You’ll gain the opportunity to take part in debates and visits at HMP Grendon and have the chance to enjoy field trips, study abroad, or undertake a work placement through one of our many local links with voluntary, statutory and commercial organisations.
The course ensures that you develop a wide range of transferable skills to help you succeed in your chosen career whether it lies within criminal justice agencies or the broader public, private or voluntary sectors.
This course is taught with an equal number of sociology and criminology modules.
You’ll share a common first year with the Sociology BA, giving you a wide range of understanding and letting you see what your options are before advancing. The course introduces you to sociological theories about crime, criminals and the operation of criminal justice agencies.
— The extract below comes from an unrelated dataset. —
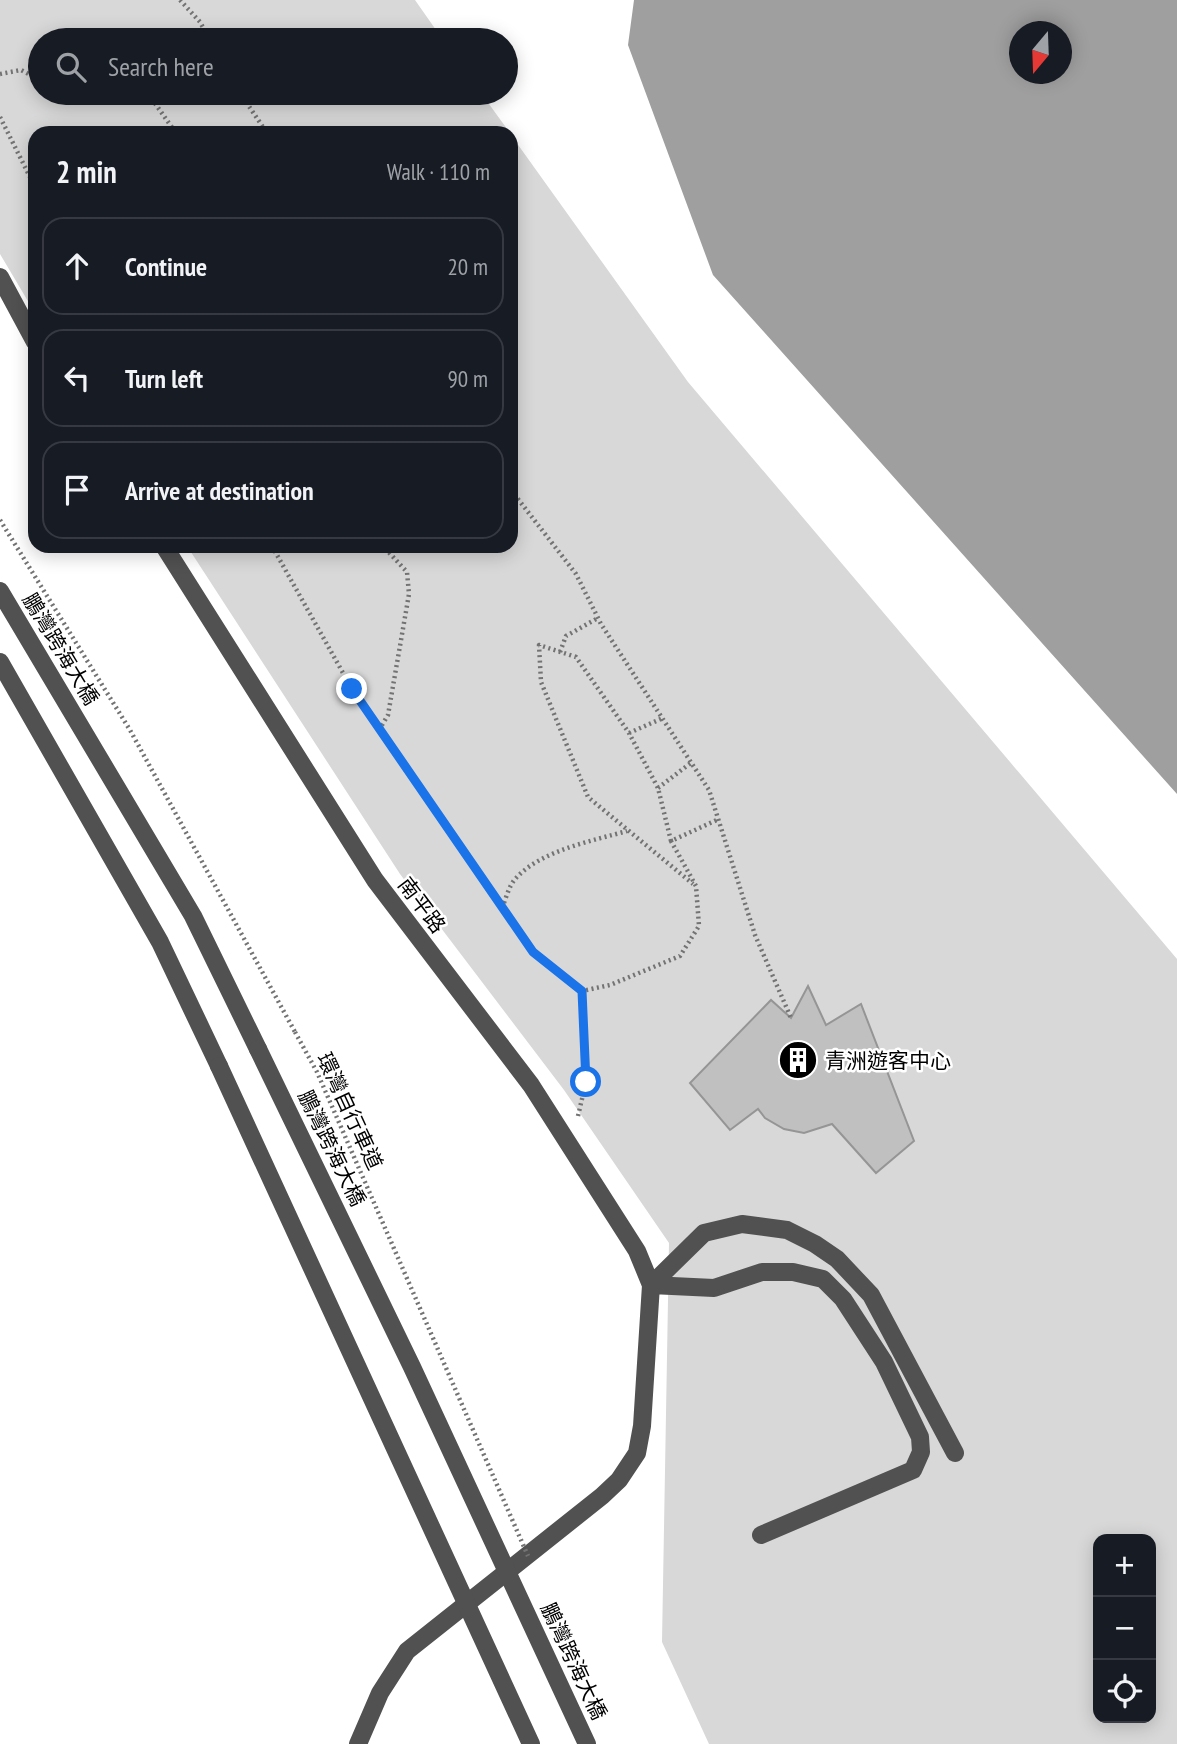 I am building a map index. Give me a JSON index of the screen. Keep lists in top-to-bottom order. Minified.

The criminology modules cover topics such as: Crime, Media and Culture, Core Issues in Crime and Punishment, Criminal and Forensic Psychology, Terrorism Theory, Applied Criminology, Crime Prevention, and Transnational Corporate and Organised Crime.
Your sociology modules may include: Understanding Society, Social Construction of Deviance, Understanding Popular Culture, Social Policy and Social Problems, Social Identities, Sociology of the Media, Music and Society, Sociology of the Internet and Globalisation, Empire and Development.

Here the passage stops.